0

I'm trying to write a bash script that will change the fill color of certain elements within SVG files. I'm inexperienced with shell scripting, but I'm good with regexes (...in JS).

Here's the SVG tag I want to modify:

<!-- is the target because its ID is exactly "the.target" -->
<path id="the.target" d="..." style="fill:#000000" />

Here's the bash code I've got so far:

local newSvg="" # will hold newly-written SVG file content
while IFS="<$IFS" read tag
do
    if [[ "${tag}" =~ +id *= *"the\.target" ]]; then
        tag=$(echo "${tag}" | sed 's/fill:[^;];/fill:${color};/')
    fi
    newSvg="${newSvg}${tag}"
done < ${iconSvgPath} # is an argument to the script

Explained: I'm using read (splitting the file on < via custom IFS) to read the SVG content tag by tag. For each tag, I test to see if it includes an id property with the exact value I want. If it doesn't, I add this tag as-is to a newSvg string that I will later write to a file. If the tag does have the desired ID, I'll used sed to replace fill:STUFF; with fill:${myColor};. (Note that my sed is also failing, but that's not what I'm asking about here.)

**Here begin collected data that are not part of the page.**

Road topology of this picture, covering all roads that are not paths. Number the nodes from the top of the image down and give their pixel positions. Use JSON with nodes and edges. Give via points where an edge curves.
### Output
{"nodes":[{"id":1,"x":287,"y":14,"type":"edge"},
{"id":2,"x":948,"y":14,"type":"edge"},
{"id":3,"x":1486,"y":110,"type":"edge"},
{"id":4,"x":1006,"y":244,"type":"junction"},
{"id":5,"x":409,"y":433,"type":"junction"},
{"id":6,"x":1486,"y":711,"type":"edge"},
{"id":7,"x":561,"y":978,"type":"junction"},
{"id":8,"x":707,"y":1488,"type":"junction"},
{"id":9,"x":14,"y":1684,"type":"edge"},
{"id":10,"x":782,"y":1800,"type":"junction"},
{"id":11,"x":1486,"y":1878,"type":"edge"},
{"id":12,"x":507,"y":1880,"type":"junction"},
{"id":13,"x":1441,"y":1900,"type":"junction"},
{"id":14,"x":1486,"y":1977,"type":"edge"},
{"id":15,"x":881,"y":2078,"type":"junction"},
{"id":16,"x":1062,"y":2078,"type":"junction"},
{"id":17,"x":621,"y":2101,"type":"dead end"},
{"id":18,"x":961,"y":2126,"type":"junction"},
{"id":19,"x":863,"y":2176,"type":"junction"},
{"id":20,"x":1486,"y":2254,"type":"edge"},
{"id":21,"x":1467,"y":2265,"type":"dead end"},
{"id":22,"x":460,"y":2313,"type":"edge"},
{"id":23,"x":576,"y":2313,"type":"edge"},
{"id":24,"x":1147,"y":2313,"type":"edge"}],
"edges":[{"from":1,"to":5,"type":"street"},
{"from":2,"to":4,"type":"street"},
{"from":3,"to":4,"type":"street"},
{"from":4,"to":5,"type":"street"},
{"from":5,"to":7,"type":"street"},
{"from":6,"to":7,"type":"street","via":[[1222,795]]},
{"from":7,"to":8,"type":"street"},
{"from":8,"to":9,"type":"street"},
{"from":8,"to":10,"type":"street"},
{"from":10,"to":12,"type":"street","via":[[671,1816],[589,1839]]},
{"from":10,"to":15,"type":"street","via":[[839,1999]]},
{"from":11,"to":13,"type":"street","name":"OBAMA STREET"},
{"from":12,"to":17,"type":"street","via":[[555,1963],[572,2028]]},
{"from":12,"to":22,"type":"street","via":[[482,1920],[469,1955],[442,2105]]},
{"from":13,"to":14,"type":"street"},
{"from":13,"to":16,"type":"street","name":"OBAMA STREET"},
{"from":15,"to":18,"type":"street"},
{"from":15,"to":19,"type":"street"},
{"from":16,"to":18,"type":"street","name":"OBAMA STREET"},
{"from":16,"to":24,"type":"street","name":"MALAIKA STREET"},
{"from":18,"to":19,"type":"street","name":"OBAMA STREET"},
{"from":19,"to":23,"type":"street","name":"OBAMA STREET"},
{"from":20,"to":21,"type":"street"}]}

It fails to find the right line with the test [[ "${tag}" =~ +id *= *"the\.target" ]].

It succeeds if I change the test to [[ "${tag}" =~ \"the\.target\" ]].

I'm not happy with the working version because it's too brittle. While I don't intend to support all the flexibility of XML, I would like to be tolerant of semantically irrelevant whitespace, as well as the id property being anywhere within the tag. Ideally, the regex I'd like to write would express:

  • id (preceded by at least one whitespace)
  • followed by zero or more whitespaces
  • followed by =
  • followed by zero or more whitespaces
  • followed by "the.target"

I think I'm not delimiting the regex properly inside the [[ ... =~ REGEX ]] construction, but none of the answers I've seen online use any delimiters whatsoever. In javascript, regex literals are bounded (e.g. / +id *= *"the\.target"/), so it's straightforward beginning a regex with a whitespace character that you care about. Also, JS doesn't have any magic re: *, whereas bash is 50% magic-handling-of-asterisks.

Any help is appreciated. My backup plan is maybe to try to use awk instead (which I'm no better at).


EDIT: My sed was really close. I forgot to add + after the [^;] set. Oof.

Tom
  • 8,509
  • 7
  • 49
  • 78
  • 3
    [Don't Parse XML/HTML With Regex.](https://stackoverflow.com/a/1732454/3776858) I suggest to use an XML/HTML parser (xmlstarlet, xmllint ...). – Cyrus Apr 23 '20 at 07:16
  • 1
    That is an incredible answer. Yeah, regexes have limits. I believe this is the same reason why it's practically impossible to write a regex that tests for all syntactically valid email addresses. That said, this is such a simple use-case that I don't want to add a dependency. – Tom Apr 23 '20 at 07:24
  • 1
    @Tom : You don't _delimit_ the regexp. You can represent a literal space always as `\ ` (i.e. backslash, followed by space). – user1934428 Apr 23 '20 at 07:36
  • So... Would `[[ "${tag}" =~ id\ *=\ *"the\.target" ]]` be closer to what you're looking for? Options to the `test` command are separated by spaces. – ghoti Apr 23 '20 at 15:16

3 Answers3

1

It would be much easier if you define regular expression pattern in a variable :

tag='      id  =   "the.target"'
pattern=' +id *= *"the\.target"'

if  [[ $tag =~ $pattern ]]; then
    echo matched.
fi
Philippe
  • 20,025
  • 2
  • 23
  • 32
  • This isn't the exact solution I used, and there's wisdom in steering me towards a proper XML parser for my larger goal, but this is probably the best response that engages directly with the question as written: "regex test in bash that starts with spaces". I also like how it encourages extraction of magic values. Thanks! – Tom Apr 25 '20 at 18:21
1

Thank you for giving us such a clear example that regex is not the way to solve this problem.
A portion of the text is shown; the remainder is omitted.